# 17 hp OHV Briggs and Stratton tractor won't start



## psimonte (May 28, 2011)

1 have a 17 hp briggs and stratton craftsman tractor. I'd try to start it and it would barely turn over. Turned very slowly. I'd try a few times come back and then it would start. This went on for most of the summer. I used a small battery charger that seemed to help start it. Now it won't start at all. I had my battery checked and was told it was good. 

I adjusted my valves and that didn't change anything. I had them too tight and it cranked extremely fast. Then I adjusted them properly using a feeler gauged and its back to cranking slowly but not starting. What else should I try?


----------



## wjjones (May 28, 2010)

Sounds like its time for a starter but before you get one check the frame ground, and all the connections first. Also make sure all the contact points are good, and clean to battery the frame ground etc.


----------



## Bill Kapaun (May 8, 2007)

Did you adjust the valves with the piston 1/4" PAST TDC?
.004" intake.
.006" exhaust.


----------



## wjjones (May 28, 2010)

Bill Kapaun said:


> Did you adjust the valves with the piston 1/4" PAST TDC?
> .004" intake.
> .006" exhaust.




Yep Mr. Bill I didnt think about that one.


----------



## Ragjax (Apr 6, 2014)

Experiencing similar problem. B&S 17 hp. Started 2 weeks ago (barely) turned the key this a.m. And nothing...not even a click. Removed battery and checked ground and other connections the best I can and all seems to be good. Had the battery tested and has a full charge, the battery is only 6 mos. old. My next assumption would be selonoid or starter? I am not the most mechanically gifted person but am willing to try. Any suggestions.


----------



## jhngardner367 (Apr 5, 2011)

Jump directly to the starter terminal,from the battery + and see if it turns faster. If it does,it's probably the solenoid.
Also,when you have the battery tested make sure to test for amperage,as well as voltage. A battery can show good voltage,but still not have the amperage to roll the starter.


----------



## Bill Kapaun (May 8, 2007)

Identifying WHAT Brigs and which tractor it is installed on is helpful.
Sears 917.xxxxxx number-

The fact it doesn't click at all indicates a dead battery or blown fuse.
IF one knew which tractor you had, one would know if the engine was equipped with a carb fuel solenoid. IF so, that should click when the key is turned ON.

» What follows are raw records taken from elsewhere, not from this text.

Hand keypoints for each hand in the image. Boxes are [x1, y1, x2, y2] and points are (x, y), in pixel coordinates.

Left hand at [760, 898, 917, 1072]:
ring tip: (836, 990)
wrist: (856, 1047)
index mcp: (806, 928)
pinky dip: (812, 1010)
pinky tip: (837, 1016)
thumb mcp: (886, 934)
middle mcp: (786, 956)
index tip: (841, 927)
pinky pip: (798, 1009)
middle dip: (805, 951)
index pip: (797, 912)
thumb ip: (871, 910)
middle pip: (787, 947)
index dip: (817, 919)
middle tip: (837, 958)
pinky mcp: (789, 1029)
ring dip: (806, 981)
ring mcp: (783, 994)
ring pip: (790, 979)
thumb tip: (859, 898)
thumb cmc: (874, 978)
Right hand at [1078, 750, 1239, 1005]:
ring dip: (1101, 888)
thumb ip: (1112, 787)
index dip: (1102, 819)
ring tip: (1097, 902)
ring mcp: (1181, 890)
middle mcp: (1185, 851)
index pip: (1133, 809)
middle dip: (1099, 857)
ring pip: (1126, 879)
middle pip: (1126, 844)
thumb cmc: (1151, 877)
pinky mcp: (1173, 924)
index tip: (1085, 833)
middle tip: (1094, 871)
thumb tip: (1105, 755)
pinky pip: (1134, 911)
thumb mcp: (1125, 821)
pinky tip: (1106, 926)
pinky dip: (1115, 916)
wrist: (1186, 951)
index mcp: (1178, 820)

Ditto about testing the battery. If it's not LOAD tested, it's not tested.
8 penlight batteries will produce 12V, but they certainly won't crank an engine.

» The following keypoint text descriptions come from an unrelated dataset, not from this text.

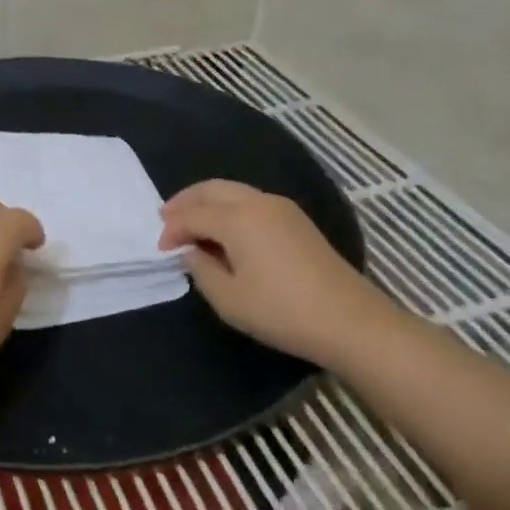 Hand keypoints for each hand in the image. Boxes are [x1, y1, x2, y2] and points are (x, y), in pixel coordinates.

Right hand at [158, 179, 391, 363]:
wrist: (349, 320)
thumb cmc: (281, 311)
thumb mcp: (229, 299)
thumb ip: (201, 270)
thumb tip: (192, 252)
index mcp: (236, 218)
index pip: (192, 215)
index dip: (172, 230)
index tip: (160, 250)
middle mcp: (257, 202)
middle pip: (211, 189)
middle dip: (185, 201)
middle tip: (165, 217)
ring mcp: (281, 208)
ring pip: (233, 191)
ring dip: (207, 202)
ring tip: (191, 222)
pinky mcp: (296, 220)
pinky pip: (251, 201)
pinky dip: (229, 207)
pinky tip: (224, 229) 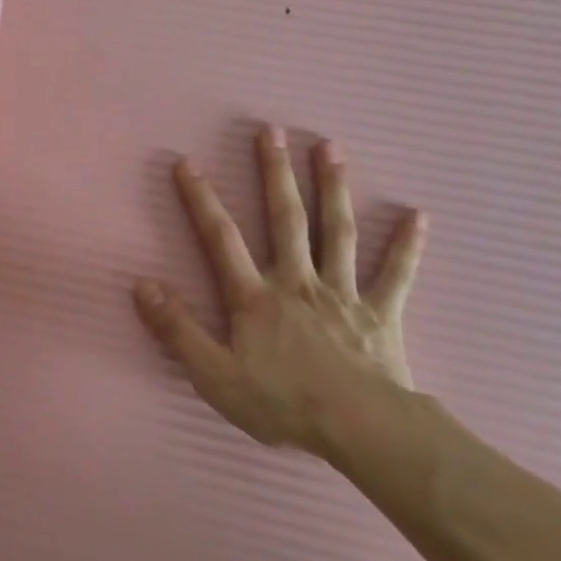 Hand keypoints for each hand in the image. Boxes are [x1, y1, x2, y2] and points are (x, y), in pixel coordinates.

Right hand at [133, 127, 427, 462]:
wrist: (359, 429)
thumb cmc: (282, 402)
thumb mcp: (213, 375)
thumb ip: (177, 329)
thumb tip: (142, 285)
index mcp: (255, 297)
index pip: (221, 238)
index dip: (201, 199)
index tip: (187, 162)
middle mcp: (297, 281)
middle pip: (285, 218)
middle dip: (275, 173)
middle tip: (272, 131)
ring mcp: (342, 293)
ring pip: (337, 232)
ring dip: (333, 188)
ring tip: (330, 148)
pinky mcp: (380, 313)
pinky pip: (396, 274)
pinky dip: (406, 245)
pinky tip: (418, 215) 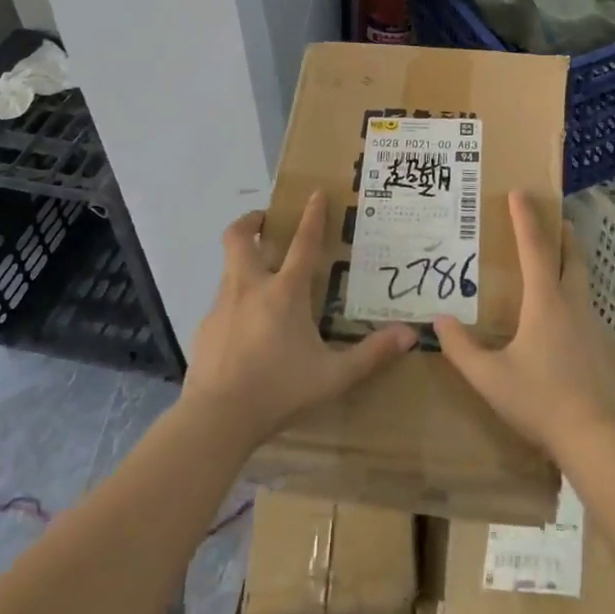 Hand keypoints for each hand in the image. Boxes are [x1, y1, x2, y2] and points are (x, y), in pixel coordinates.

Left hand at [182, 192, 416, 452]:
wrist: (216, 419)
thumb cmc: (279, 390)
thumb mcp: (333, 376)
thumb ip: (371, 354)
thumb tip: (410, 335)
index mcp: (285, 292)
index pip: (303, 242)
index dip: (311, 215)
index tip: (314, 193)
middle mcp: (250, 287)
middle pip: (239, 238)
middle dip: (251, 221)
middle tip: (266, 222)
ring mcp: (222, 306)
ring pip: (228, 267)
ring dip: (243, 261)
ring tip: (262, 279)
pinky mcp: (204, 328)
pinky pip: (221, 302)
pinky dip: (235, 302)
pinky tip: (245, 328)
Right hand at [434, 192, 614, 458]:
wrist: (598, 436)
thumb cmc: (541, 400)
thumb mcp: (490, 378)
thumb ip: (461, 349)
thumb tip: (439, 320)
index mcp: (545, 302)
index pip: (534, 248)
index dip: (526, 218)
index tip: (521, 192)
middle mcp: (572, 304)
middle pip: (570, 256)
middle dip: (561, 233)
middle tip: (556, 217)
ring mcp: (592, 325)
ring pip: (582, 280)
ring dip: (571, 261)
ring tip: (558, 259)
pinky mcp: (602, 347)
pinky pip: (586, 306)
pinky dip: (575, 293)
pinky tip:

Again, if one knew what tractor it was, one would know if the headlights operated without the engine running. IF they do, that's another simple test to see if they light up brightly and what they do when you try to crank the engine.


----------



## Ragjax (Apr 6, 2014)

Thanks for the feedback. The mower is a Scott's 17 hp. The briggs and stratton Model number looks like 311777 and if it helps or matters the "type" number is 0137-E1. Picture attached.


----------



## Bill Kapaun (May 8, 2007)

Since you posted in the Craftsman forum, I assumed it was a Craftsman which I'd probably have a schematic for.
No such luck for a Scotts.
So-
Have you had the battery load tested yet?
Checked fuse?

The engine should have a carb fuel solenoid. Even a weak battery should be able to make it click when turning the key ON/OFF/ON........


----------